**Data supplied**
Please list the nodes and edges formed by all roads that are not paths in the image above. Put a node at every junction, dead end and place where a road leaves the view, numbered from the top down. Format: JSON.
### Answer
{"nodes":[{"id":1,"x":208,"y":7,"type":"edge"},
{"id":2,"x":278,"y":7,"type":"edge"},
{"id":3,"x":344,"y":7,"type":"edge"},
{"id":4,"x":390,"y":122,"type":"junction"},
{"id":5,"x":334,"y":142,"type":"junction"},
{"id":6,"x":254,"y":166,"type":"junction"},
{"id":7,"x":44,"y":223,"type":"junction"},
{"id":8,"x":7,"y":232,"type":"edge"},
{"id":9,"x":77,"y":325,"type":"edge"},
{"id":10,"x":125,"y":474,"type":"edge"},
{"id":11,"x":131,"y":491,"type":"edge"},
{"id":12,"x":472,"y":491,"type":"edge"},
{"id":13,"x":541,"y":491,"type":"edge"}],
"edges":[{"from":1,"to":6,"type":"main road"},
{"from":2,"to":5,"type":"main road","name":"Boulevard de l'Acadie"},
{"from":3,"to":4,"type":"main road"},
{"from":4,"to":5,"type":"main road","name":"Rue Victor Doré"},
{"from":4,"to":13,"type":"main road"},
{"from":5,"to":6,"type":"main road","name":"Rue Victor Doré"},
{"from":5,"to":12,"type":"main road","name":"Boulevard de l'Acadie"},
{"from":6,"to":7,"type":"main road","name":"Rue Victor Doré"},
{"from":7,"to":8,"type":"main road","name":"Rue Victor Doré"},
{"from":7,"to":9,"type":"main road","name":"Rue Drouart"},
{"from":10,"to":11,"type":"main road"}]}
==
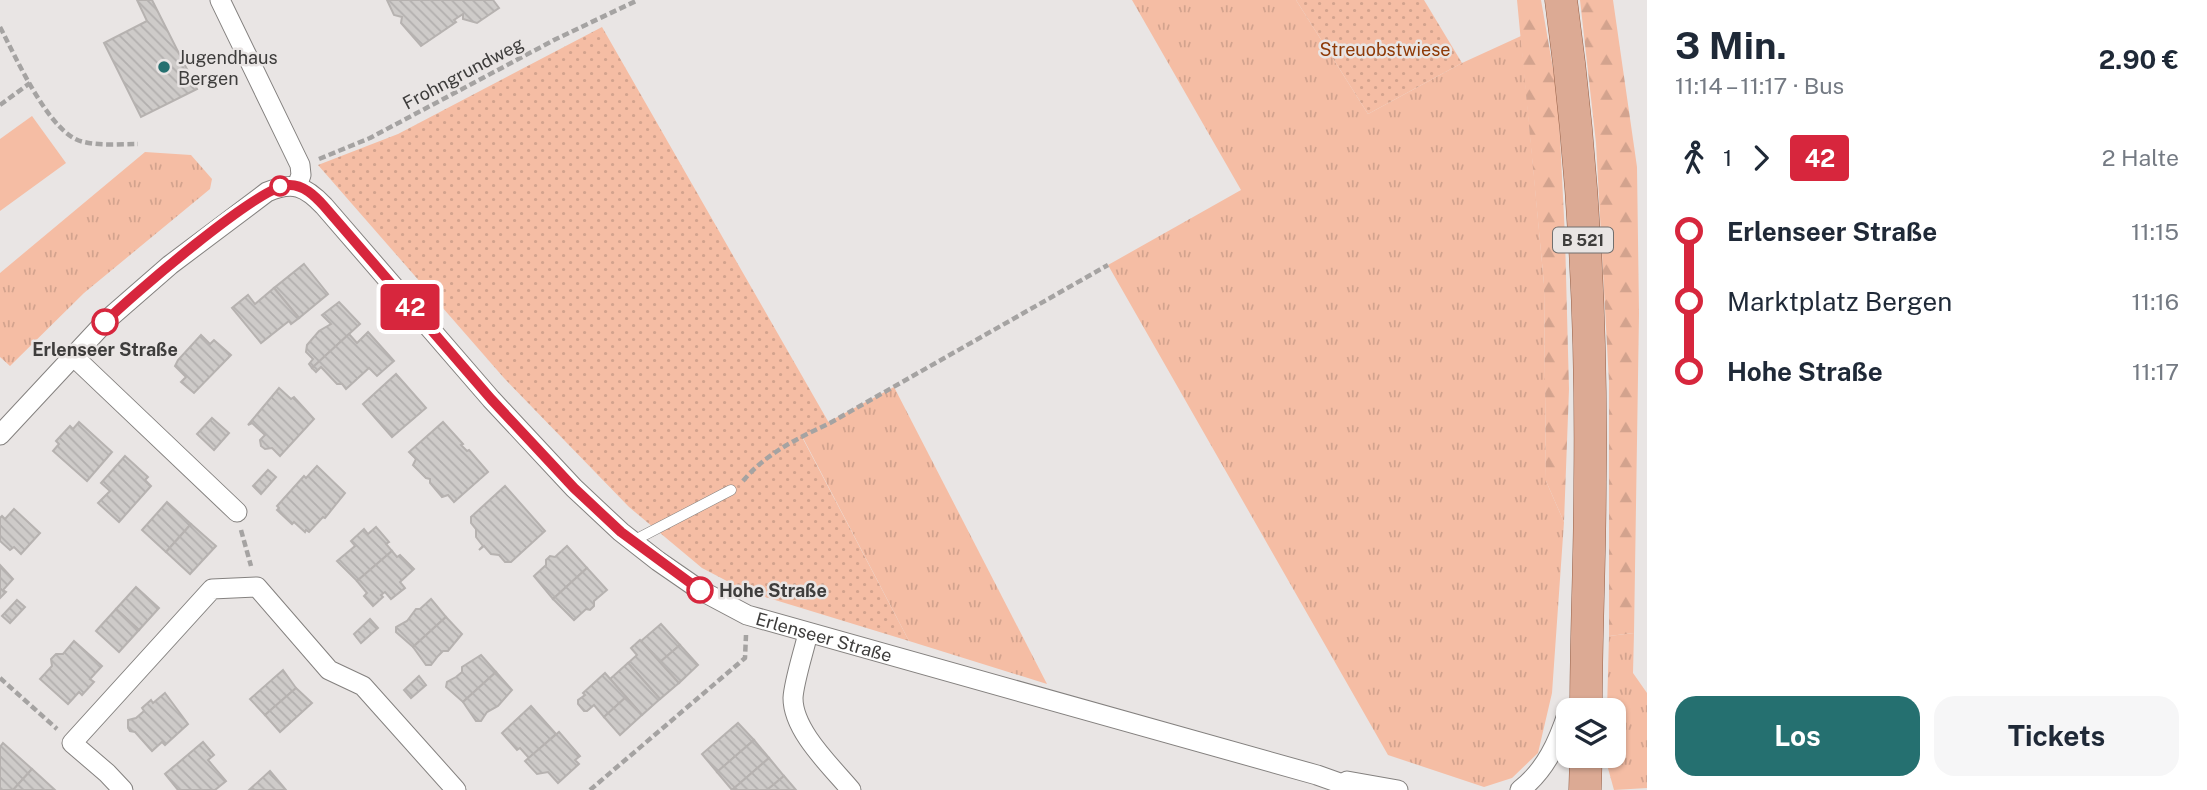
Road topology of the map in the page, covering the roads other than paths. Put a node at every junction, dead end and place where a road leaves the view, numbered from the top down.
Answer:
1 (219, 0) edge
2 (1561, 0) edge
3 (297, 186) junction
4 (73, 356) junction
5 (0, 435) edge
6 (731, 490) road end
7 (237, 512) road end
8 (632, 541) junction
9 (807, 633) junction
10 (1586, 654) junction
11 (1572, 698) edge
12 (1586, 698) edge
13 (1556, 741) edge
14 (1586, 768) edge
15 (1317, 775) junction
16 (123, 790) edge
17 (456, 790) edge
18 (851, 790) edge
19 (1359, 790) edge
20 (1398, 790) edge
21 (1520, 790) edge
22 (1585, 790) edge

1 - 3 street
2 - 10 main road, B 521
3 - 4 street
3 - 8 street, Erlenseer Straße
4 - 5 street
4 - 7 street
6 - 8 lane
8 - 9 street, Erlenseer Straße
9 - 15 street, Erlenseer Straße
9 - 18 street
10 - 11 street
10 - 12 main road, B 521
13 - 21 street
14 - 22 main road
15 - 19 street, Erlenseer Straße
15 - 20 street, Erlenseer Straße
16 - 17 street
==
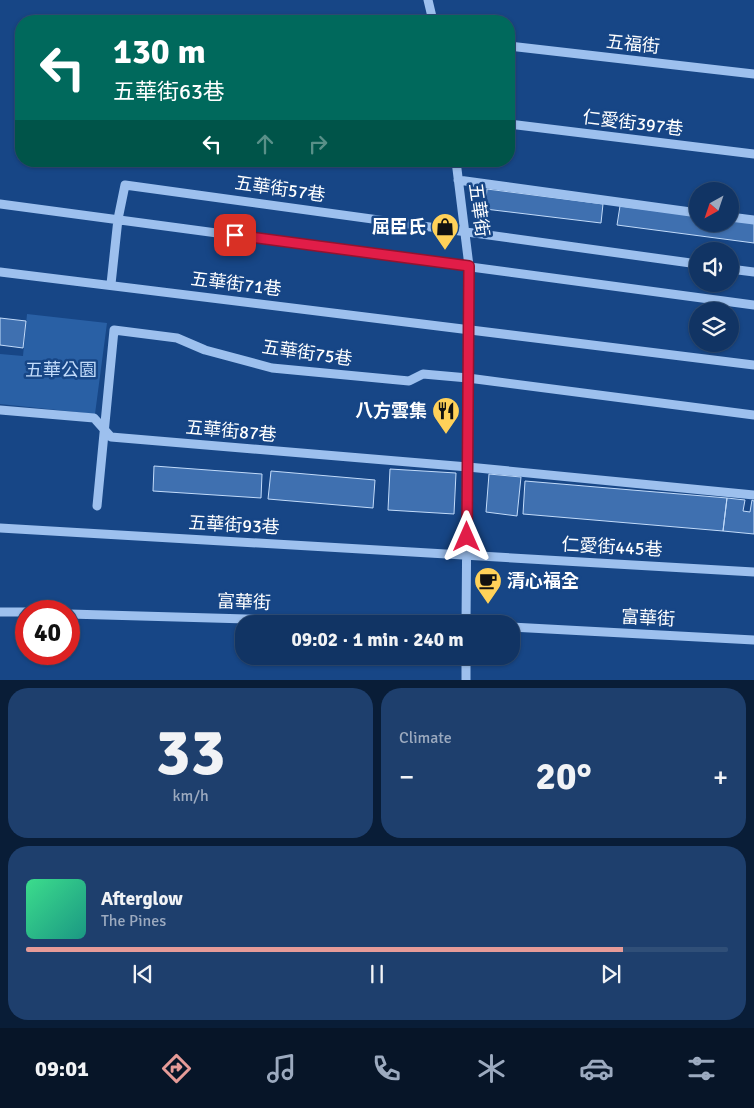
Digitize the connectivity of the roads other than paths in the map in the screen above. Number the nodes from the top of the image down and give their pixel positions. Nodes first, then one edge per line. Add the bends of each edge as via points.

**Aim of the task**
Look through the records for the word "paths". Every line that has it should be copied.

**Solution for this task**
Please list the nodes and edges formed by all roads that are not paths in the image above. Put a node at every junction, dead end and place where a road leaves the view, numbered from the top down. Format: JSON.
Road topology of the map in the page, covering the roads other than paths. Put a node at every junction, dead end and place where a road leaves the view, numbered from the top down.
Digitize the connectivity of the roads other than paths in the map in the screen above. Number the nodes from the top of the image down and give their pixel positions. Nodes first, then one edge per line. Add the bends of each edge as via points.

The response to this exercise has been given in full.